Einer der eindrucksvollen „Rettungsringe“, die sowohl aufgestellt als auch liegend ihre Wirkung entfalten. © Foto: Chiara Bellamoli
Einer der eindrucksvollen „Rettungsringe“, die sowohl aufgestellt als auch liegend ihre Wirkung entfalten. © Foto: Chiara Bellamoli

Ihre Galeristin Imke Valentien bewundert an Ingrid Hartlieb die „gänzliche Unabhängigkeit“, den Mut „zur Archaik, einfach zu Urformen zurückzukehren“. Für sie haben ihre Arbeiten eine „unheimliche Kraft. Sie strotzen geradezu vor Energie, zeigen aber auch eine hohe Sensibilität für das Material.“ Kennengelernt haben sich die beiden 2018, als Ingrid Hartlieb von der Kunststiftung Baden-Württemberg den Maria-Ensle-Preis für ihr Lebenswerk verliehen bekam. Imke Valentien war so begeistert, dass sie spontan eine ergänzende Ausstellung ausrichtete. Nun soll ihre Zusammenarbeit innerhalb des neuen re:discover-Formats der art KARLSRUHE weitere Früchte tragen.

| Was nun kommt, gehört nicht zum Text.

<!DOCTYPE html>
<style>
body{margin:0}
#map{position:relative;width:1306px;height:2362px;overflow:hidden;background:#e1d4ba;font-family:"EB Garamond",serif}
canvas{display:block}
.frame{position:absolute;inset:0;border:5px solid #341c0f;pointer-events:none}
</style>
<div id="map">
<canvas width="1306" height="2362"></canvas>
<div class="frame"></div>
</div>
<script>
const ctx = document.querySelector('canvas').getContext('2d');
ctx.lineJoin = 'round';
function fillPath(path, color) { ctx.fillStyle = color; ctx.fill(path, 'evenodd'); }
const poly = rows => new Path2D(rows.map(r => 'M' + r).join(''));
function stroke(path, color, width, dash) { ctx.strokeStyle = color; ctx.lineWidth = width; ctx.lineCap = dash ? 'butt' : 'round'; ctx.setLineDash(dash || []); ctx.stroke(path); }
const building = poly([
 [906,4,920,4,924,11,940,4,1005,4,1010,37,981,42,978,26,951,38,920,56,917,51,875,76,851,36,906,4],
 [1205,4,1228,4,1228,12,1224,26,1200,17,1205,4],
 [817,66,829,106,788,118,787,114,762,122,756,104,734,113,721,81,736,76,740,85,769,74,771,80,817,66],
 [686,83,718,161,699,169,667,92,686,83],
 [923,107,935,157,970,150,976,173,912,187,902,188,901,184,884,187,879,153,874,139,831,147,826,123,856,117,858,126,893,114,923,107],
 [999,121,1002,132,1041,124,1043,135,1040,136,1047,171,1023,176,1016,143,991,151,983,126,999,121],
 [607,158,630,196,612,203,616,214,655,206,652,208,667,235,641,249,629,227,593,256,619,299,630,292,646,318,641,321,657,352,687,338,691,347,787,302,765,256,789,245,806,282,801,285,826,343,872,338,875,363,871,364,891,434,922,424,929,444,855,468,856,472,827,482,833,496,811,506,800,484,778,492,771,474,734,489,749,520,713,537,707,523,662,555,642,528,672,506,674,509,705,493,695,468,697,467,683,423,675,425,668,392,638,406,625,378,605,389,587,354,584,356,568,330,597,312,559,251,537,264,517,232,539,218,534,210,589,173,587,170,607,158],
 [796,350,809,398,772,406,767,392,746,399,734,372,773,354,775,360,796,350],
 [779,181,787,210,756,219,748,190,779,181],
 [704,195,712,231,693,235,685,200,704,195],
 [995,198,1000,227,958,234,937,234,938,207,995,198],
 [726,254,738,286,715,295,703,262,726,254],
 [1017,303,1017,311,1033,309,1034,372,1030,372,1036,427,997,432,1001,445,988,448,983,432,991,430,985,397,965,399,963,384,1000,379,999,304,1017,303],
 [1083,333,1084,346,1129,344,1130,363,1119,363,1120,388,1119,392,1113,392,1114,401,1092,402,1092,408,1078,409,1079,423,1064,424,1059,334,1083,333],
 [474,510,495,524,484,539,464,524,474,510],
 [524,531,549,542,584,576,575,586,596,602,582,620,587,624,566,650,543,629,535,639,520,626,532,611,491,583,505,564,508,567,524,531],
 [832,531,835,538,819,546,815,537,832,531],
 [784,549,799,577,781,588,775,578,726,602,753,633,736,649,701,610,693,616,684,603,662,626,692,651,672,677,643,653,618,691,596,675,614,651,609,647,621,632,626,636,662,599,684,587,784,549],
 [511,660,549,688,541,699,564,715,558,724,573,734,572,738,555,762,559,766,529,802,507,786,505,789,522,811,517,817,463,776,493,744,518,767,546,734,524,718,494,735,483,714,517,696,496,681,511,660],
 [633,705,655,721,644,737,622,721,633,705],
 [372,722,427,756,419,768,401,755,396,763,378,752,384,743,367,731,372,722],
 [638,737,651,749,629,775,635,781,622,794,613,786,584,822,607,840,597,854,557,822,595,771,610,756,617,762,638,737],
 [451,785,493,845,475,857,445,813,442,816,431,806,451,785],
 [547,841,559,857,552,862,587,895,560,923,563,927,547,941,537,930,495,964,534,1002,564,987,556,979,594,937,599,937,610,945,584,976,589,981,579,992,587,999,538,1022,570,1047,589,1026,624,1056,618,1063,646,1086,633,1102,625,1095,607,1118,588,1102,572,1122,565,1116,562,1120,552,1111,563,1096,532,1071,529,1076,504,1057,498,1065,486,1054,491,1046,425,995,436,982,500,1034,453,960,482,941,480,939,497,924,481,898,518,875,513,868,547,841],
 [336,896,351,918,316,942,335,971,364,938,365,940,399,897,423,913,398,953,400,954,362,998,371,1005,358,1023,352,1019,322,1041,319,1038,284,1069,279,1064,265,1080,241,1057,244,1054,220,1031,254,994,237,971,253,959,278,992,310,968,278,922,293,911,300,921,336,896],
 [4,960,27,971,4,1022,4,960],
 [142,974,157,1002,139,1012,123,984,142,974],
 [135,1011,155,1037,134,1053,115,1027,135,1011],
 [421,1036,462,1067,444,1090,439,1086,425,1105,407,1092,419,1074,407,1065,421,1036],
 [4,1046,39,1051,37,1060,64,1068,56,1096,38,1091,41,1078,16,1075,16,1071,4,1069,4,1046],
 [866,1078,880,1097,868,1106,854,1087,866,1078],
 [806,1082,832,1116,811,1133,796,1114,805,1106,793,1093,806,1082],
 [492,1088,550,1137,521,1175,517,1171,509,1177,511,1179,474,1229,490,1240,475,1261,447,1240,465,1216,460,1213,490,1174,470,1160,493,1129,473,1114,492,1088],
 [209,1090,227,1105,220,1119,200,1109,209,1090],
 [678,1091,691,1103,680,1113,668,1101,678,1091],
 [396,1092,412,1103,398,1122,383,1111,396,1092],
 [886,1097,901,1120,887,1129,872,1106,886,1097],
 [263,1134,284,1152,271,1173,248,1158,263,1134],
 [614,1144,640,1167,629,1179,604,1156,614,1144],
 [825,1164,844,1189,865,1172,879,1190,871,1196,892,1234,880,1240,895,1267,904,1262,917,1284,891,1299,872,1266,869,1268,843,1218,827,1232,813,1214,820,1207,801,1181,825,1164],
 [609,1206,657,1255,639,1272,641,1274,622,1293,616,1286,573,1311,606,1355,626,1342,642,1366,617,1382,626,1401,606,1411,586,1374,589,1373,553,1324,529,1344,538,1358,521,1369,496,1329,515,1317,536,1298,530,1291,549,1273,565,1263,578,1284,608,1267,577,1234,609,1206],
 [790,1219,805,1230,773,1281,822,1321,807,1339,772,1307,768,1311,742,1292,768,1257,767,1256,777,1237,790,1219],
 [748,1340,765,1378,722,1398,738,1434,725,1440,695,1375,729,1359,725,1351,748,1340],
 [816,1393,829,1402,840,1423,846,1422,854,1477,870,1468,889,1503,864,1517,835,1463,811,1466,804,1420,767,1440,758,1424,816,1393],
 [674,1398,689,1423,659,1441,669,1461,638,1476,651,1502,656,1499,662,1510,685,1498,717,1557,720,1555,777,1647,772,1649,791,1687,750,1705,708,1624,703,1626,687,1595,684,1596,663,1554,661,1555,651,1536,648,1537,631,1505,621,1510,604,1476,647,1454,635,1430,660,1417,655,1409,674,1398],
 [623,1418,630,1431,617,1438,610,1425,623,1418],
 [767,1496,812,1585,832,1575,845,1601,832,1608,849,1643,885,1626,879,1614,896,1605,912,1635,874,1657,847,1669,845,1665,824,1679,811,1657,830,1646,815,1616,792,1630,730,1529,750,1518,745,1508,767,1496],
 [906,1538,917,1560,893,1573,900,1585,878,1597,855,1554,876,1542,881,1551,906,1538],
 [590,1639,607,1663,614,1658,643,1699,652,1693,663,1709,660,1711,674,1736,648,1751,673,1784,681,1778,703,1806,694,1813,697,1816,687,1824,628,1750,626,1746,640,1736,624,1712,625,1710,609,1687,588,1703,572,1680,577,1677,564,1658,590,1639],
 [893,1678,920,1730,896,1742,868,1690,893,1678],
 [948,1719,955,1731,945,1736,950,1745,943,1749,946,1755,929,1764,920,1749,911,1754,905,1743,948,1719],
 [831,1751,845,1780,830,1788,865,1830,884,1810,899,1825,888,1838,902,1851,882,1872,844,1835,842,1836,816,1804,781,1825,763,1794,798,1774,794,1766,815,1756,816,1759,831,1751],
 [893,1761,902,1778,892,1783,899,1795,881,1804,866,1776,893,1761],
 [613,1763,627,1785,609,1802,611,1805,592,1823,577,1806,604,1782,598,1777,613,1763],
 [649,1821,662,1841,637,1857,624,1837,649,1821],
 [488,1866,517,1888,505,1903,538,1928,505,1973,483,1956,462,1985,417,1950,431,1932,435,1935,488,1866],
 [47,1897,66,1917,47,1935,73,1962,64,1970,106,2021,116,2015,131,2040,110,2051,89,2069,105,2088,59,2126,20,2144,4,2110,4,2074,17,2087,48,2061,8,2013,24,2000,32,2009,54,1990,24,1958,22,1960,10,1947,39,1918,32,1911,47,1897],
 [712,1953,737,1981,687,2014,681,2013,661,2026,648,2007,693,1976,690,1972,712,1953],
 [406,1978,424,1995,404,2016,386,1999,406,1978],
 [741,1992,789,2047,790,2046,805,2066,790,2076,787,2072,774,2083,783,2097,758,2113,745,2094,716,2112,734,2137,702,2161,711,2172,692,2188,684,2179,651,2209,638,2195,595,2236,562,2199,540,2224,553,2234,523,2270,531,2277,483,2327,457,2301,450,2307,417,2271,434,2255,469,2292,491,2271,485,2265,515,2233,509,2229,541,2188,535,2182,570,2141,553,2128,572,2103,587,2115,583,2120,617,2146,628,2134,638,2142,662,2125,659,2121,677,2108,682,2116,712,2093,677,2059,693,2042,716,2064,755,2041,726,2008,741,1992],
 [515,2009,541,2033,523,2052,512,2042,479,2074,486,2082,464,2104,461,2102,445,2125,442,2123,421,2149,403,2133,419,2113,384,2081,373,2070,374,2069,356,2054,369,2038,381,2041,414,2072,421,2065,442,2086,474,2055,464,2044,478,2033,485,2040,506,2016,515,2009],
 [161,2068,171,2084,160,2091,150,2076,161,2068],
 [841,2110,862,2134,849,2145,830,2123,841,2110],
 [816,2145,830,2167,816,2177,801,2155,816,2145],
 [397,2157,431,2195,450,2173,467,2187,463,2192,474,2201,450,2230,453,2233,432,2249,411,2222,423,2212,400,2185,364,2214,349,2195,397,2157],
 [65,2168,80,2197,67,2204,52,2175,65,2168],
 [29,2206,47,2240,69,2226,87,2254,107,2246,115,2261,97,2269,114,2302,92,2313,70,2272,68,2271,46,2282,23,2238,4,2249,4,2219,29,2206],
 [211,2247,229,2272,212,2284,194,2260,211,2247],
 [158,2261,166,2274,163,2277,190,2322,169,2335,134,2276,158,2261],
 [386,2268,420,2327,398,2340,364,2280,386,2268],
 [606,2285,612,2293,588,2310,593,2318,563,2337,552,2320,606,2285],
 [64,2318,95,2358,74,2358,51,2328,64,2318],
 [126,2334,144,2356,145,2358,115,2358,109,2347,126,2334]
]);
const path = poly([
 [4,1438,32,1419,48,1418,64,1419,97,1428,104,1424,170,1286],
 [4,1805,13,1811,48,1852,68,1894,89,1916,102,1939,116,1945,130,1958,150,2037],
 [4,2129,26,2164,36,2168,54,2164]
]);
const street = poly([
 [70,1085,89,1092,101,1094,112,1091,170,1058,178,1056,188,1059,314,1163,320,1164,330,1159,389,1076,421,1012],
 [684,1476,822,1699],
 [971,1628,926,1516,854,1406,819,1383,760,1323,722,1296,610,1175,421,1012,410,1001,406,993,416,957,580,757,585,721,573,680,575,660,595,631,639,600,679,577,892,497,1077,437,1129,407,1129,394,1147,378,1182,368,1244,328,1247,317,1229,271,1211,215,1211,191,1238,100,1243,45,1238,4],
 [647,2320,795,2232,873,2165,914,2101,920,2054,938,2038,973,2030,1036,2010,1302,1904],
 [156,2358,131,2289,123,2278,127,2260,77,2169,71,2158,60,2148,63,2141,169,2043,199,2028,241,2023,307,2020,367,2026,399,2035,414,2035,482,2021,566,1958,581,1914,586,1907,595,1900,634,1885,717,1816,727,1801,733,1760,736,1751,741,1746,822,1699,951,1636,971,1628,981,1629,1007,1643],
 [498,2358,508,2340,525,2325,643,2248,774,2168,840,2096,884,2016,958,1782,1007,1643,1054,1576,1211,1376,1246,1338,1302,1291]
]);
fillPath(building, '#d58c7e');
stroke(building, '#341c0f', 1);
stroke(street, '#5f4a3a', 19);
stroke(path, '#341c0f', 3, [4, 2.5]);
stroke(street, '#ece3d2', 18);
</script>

An dem Material schätzt Ingrid Hartlieb die Lebendigkeit und Wärme, auch wenn es nicht ganz pflegeleicht ist

Denn obwohl Ingrid Hartlieb nichts an ihrer Künstlerkarriere missen möchte, nicht die Arbeitsaufenthalte in Italien, Paris oder Chicago, nicht die vielen Ausstellungen und das große positive Echo, so fühlt sie sich doch „in den letzten Jahren gar nicht mehr richtig wahrgenommen. Als Frau, als Künstlerin ist man in einem bestimmten Alter nicht mehr sichtbar, das spürt man einfach.“

Das sagt sie ohne Bitterkeit, denn die Arbeit, die fordert ja immer noch etwas von ihr. Und wer weiß, vielleicht folgt sie ja ihrem Vorbild Louise Bourgeois. Die ist mit 86 Jahren groß herausgekommen. Da hat Ingrid Hartlieb ja noch ein bisschen Zeit.

Service

Messe

Die Skulpturen von Ingrid Hartlieb sind auf der art KARLSRUHE am Stand der Galerie Imke Valentien zu sehen. Am 23.2. ist sie gemeinsam mit ihrer Galeristin Talkgast auf dem artima art meeting.